Футуристы — как и другие левые — активно откликнулись на призыв принять участие в строительстве новой культуры. Журнал «ЛЕФ» отмечал позднее: «Футуристы влились в Октябрьскую революцию с той же железной необходимостью, с какой Волга вливается в Каспийское море».
Российский футуризм начинал с эпатажных призывов «Бросить Пушкина, Достоевского и пр. с парохода современности», что мыслилось как подготовка «чистого листа» для построения утопии. Но еще в 1915 г. Маяковский писал: «Первую часть нашей программы — разрушение — мы считаем завершенной. Вот почему не удивляйтесь, если сегодня в наших руках увидите вместо погремушки шута чертеж зодчего». Выделившиеся из футуристического движения кубофутуристы (В. Маяковский, В. Хлебников, А. Крученых, Д. Бурлюк и др.) предметом конструктивных усилий избрали построение нового универсального художественного языка — не только поэтической «зауми», но и языка, основанного на взаимодействии слова и зрительно воспринимаемого образа (графика, живопись). В подобном единстве образно-поэтических средств Велемир Хлебников показал идеальный город «будетлян» (1915), фантазию, напоминающую запись сна — наиболее прямое прикосновение футуризма к архитектурной утопии. Хлебникову виделся город как сеть пересекающихся мостов, «положивших населенные своды на жилые башни-опоры», в то время как поверхность земли отдана неким средствам транспорта. На каркасы домов навешены прозрачные стеклянные капсулы («стек- лохаты»), которые можно переместить на шасси, чтобы, опустившись на землю, прямо в них путешествовать, прикрепляясь затем уже к другому каркасу в другом месте. Хлебникову представлялись набранные из капсул «дома-пленки» — громадные просвечивающие мембраны — «дома-чаши» и «дома-трубки». Свою фантазию — скорее поэтическую, чем архитектурную — Хлебников завершил тревожным вопросом: «Гибель Атлантиды была или будет?»
Впрочем, не эти образы, казавшиеся тогда бесконечно далекими от реальности, определили влияние кубофутуристов на развитие профессиональной мысли в архитектуре. Наиболее существен сам пример антитрадиционности, который дали футуристы небывалой свободой обращения с языком, используемым в системе художественного текста, преобразованиями синтаксиса и даже словотворчеством, преобразованием самого слова. Как отметил С.О. Хан-Магомедов: «Футуристы свободным отношением с языком как бы сняли все запреты в области формообразования. Если такое возможно в поэзии, которая имеет дело с языком, одновременно принадлежащим литературе и выполняющим роль средства общения, то это тем более возможно в других видах искусства, язык которых имеет свои художественные закономерности формообразования».

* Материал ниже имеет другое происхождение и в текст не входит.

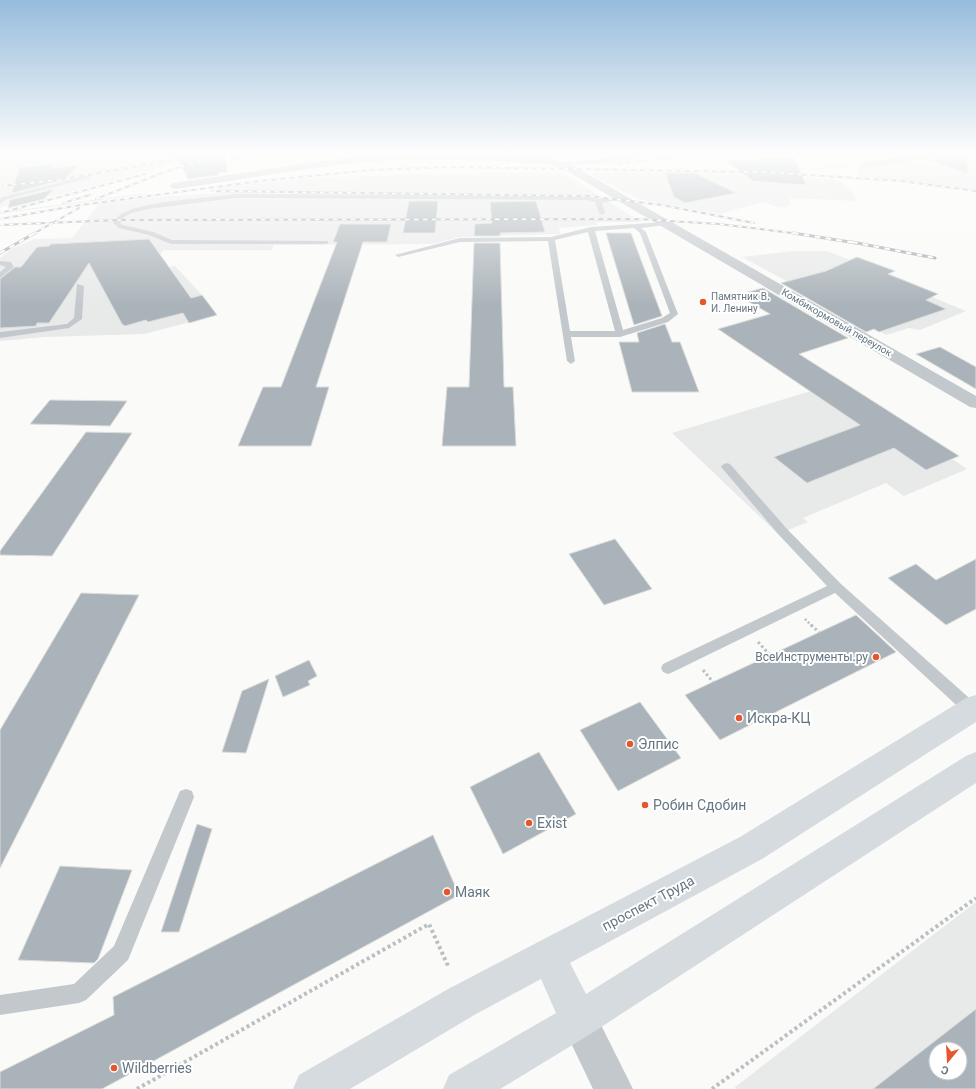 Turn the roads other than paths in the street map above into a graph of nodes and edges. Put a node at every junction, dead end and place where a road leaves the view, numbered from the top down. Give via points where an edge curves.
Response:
1 (172, 205) edge
2 (599, 205) edge
3 (631, 205) edge
4 (602, 213) dead end
5 (664, 224) junction
6 (635, 226) junction
7 (591, 229) junction
8 (552, 239) junction
9 (326, 242) dead end
10 (398, 255) dead end
11 (0, 263) edge
12 (0, 276) edge
13 (80, 286) dead end
14 (566, 334) junction
15 (620, 334) junction
16 (0, 335) edge
17 (571, 362) dead end
18 (976, 403) edge
19 (726, 466) dead end
20 (836, 587) junction
21 (668, 668) dead end
22 (974, 708) edge
23 (976, 766) edge
24 (186, 797) dead end
25 (548, 956) junction
26 (0, 1006) edge
27 (579, 1020) junction
28 (313, 1089) edge
29 (463, 1089) edge
30 (613, 1089) edge

1 - 9 lane via 130,212 116,223 121,227 151,233 171,242
2 - 4 lane
3 - 5 street, Комбикормовый переулок
5 - 6 lane
5 - 18 street, Комбикормовый переулок
6 - 7 lane
6 - 15 lane via 643,232 674,314 665,320
7 - 8 lane
7 - 15 lane
8 - 10 lane via 460,240
8 - 14 lane
11 - 12 lane via 8,264 10,267
13 - 16 lane via 78,319 68,326
14 - 15 lane
14 - 17 lane
19 - 20 lane via 783,532
20 - 21 lane
20 - 22 lane
22 - 25 main road, проспект Труда via 751,848
23 - 27 main road
24 - 26 lane via 121,953 79,992
25 - 27 main road
25 - 28 main road, проспект Труда via 462,1001
27 - 29 main road
27 - 30 street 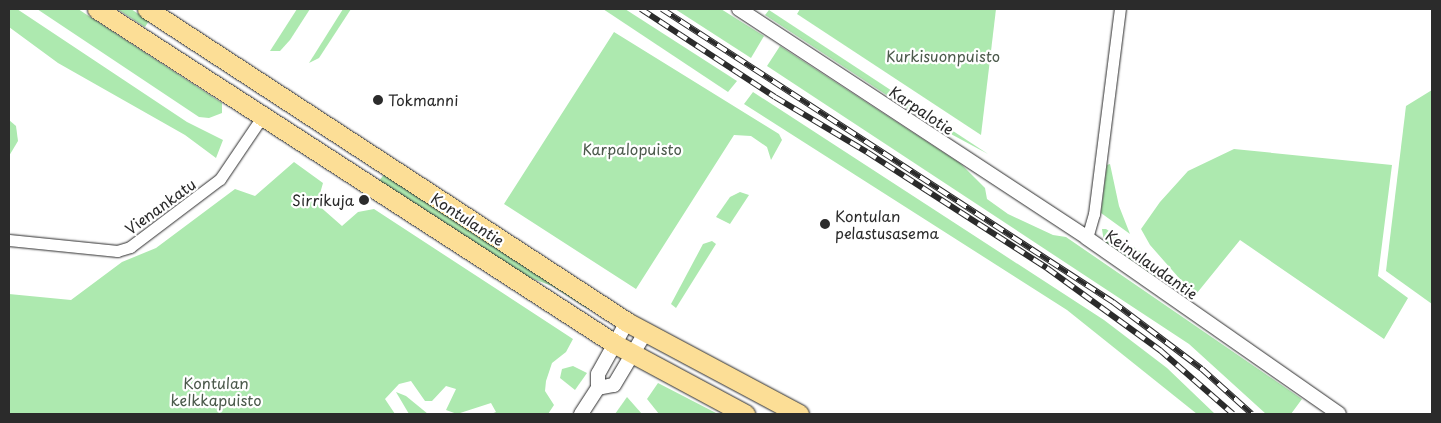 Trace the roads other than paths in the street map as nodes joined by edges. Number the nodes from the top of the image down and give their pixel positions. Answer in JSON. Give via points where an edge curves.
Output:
{"nodes":[{"id":1,"x":97,"y":9,"type":"edge"},
{"id":2,"x":147,"y":9,"type":"edge"},
{"id":3,"x":741,"y":9,"type":"edge"},
{"id":4,"x":1120,"y":9,"type":"edge"},
{"id":5,"x":262,"y":117,"type":"junction"},
{"id":6,"x":1087,"y":238,"type":"junction"},
{"id":7,"x":9,"y":240,"type":"edge"},
{"id":8,"x":627,"y":322,"type":"junction"},
{"id":9,"x":645,"y":333,"type":"junction"},
{"id":10,"x":614,"y":344,"type":"junction"},
{"id":11,"x":633,"y":354,"type":"junction"},
{"id":12,"x":598,"y":388,"type":"junction"},
{"id":13,"x":581,"y":414,"type":"edge"},
{"id":14,"x":745,"y":414,"type":"edge"},
{"id":15,"x":798,"y":414,"type":"edge"},
{"id":16,"x":1339,"y":414,"type":"edge"}],
"edges":[{"from":1,"to":5,"type":"main road","name":"Kontulantie"},
{"from":2,"to":8,"type":"main road","name":"Kontulantie"},
{"from":3,"to":6,"type":"street","name":"Karpalotie"},
{"from":4,"to":6,"type":"street","name":"Keinulaudantie","via":[[1094,214]]},
{"from":5,"to":7,"type":"street","name":"Vienankatu","via":[[220,179],[130,247],[117,251]]},
{"from":5,"to":10,"type":"main road","name":"Kontulantie"},
{"from":6,"to":16,"type":"street","name":"Keinulaudantie"},
{"from":8,"to":9,"type":"main road","name":"Kontulantie"},
{"from":8,"to":10,"type":"street"},
{"from":9,"to":11,"type":"street"},
{"from":9,"to":15,"type":"main road","name":"Kontulantie"},
{"from":10,"to":11,"type":"main road","name":"Kontulantie"},
{"from":10,"to":12,"type":"street","via":[[598,374]]},
{"from":11,"to":12,"type":"street","via":[[614,385]]},
{"from":11,"to":14,"type":"main road","name":"Kontulantie"},
{"from":12,"to":13,"type":"street"}]} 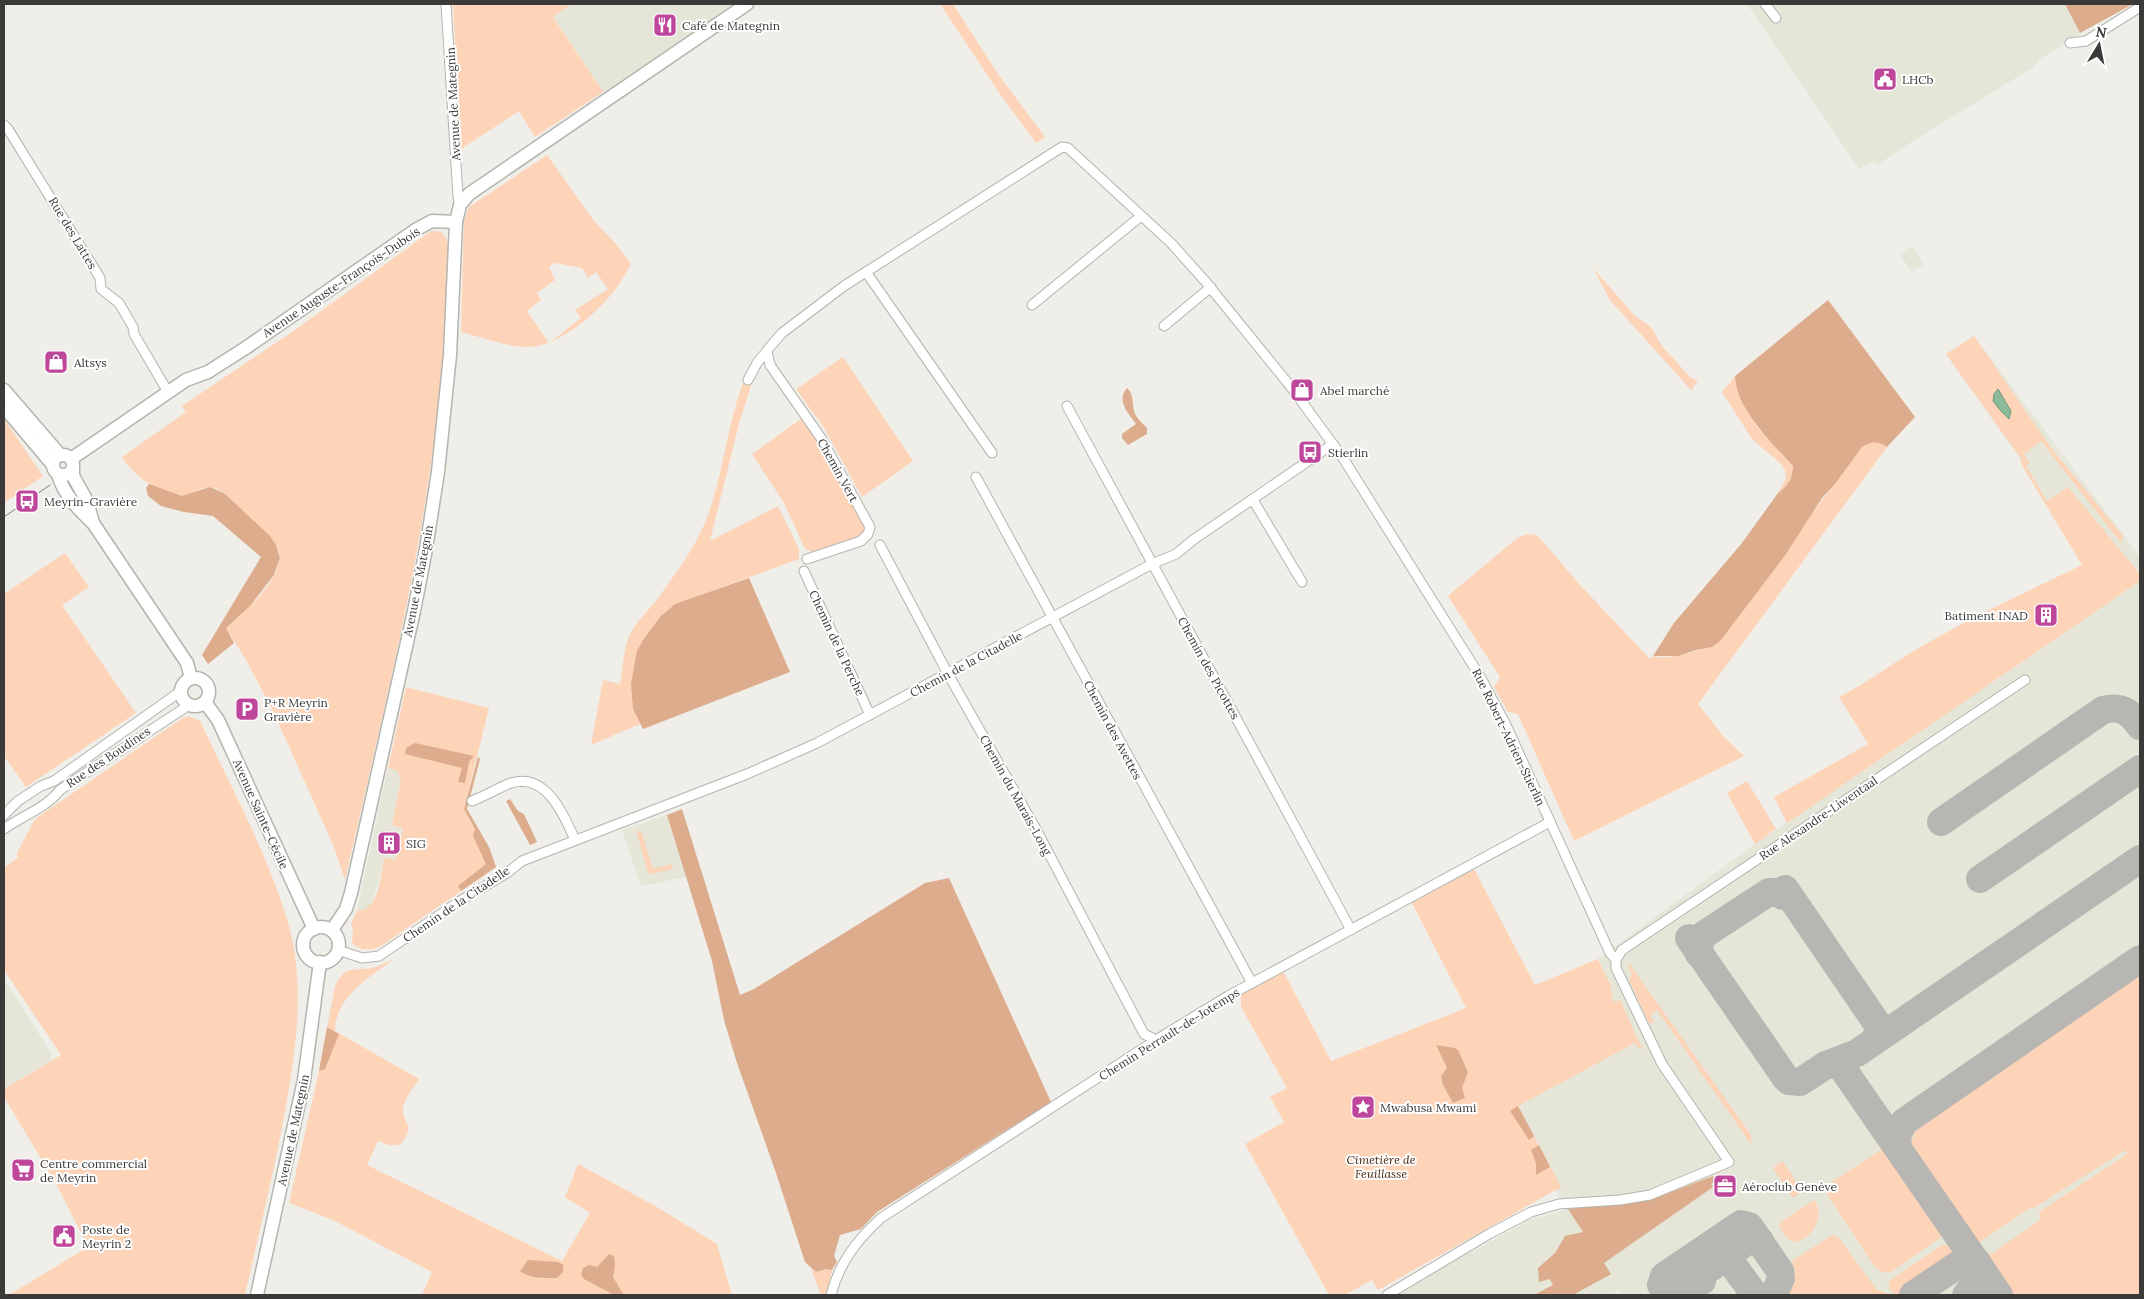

Раскованность мысли футуристов поддерживала общий менталитет радикализма, «дух революционности», который побуждал к осуществлению утопических идеалов. Преобразования в сфере художественного творчества футуристы — особенно Маяковский — стали связывать с социальной ролью искусства, его значением для построения нового общества. Маяковский без колебаний принял Октябрьскую революцию. Он утверждал позднее: «Мы уже 25 октября встали в работу». Но ясности — в чем, собственно, должна состоять эта работа — не было. Свойственное утопической мысли стремление начинать путь к абсолюту с нуля, с «зачистки», обращалось поэтизацией разрушительной стихии: «Белогвардейца найдете — и к стенке. А Рафаэля забыли? Забыли Растрелли вы? Время пулям по стенам музеев тенькать. Стодюймовками глоток старье расстреливать!».
Практическое вовлечение футуристов в преобразование общества оказалось связано с пропагандистским обеспечением нового строя. «Газета футуристов» от 15 марта 1918 г. опубликовала «Декрет № 1 о демократизации искусств», подписанный В. Маяковским, В. Каменским и Д. Бурлюком. В числе его положений: «…Свободное слово творческой личности пусть будет написано на перекрестках домовых стен, заборов, крыш, улиц наших городов, селений и на спинах автомобилей, экипажей, трамваях, на платьях всех граждан… Художники и писатели обязаны немедля взять горшки с красками и кистями своего мастерства иллюминировать, разрисовать все бока, лбы и груди городов, вокзалов и вечно бегущих стай железнодорожных вагонов… Пусть улицы станут праздником искусства для всех».
Развертывание «агитропа», агитационно-массового искусства, стало каналом, соединявшим практически все виды пространственных искусств (пусть в форме, рассчитанной на кратковременное существование, воплощаемой во временных материалах) с городом и процессами социальных преобразований. Эфемерные, недолговечные структуры связывали художественную деятельность с утопией, подчиняющей себе реальность, и ее идеологией. При этом оформление массовых событий превращалось в метафоры города утопического будущего. Его средствами осуществлялись эксперименты, направленные на изменение городской среды и пространства, формируемого архитектурой.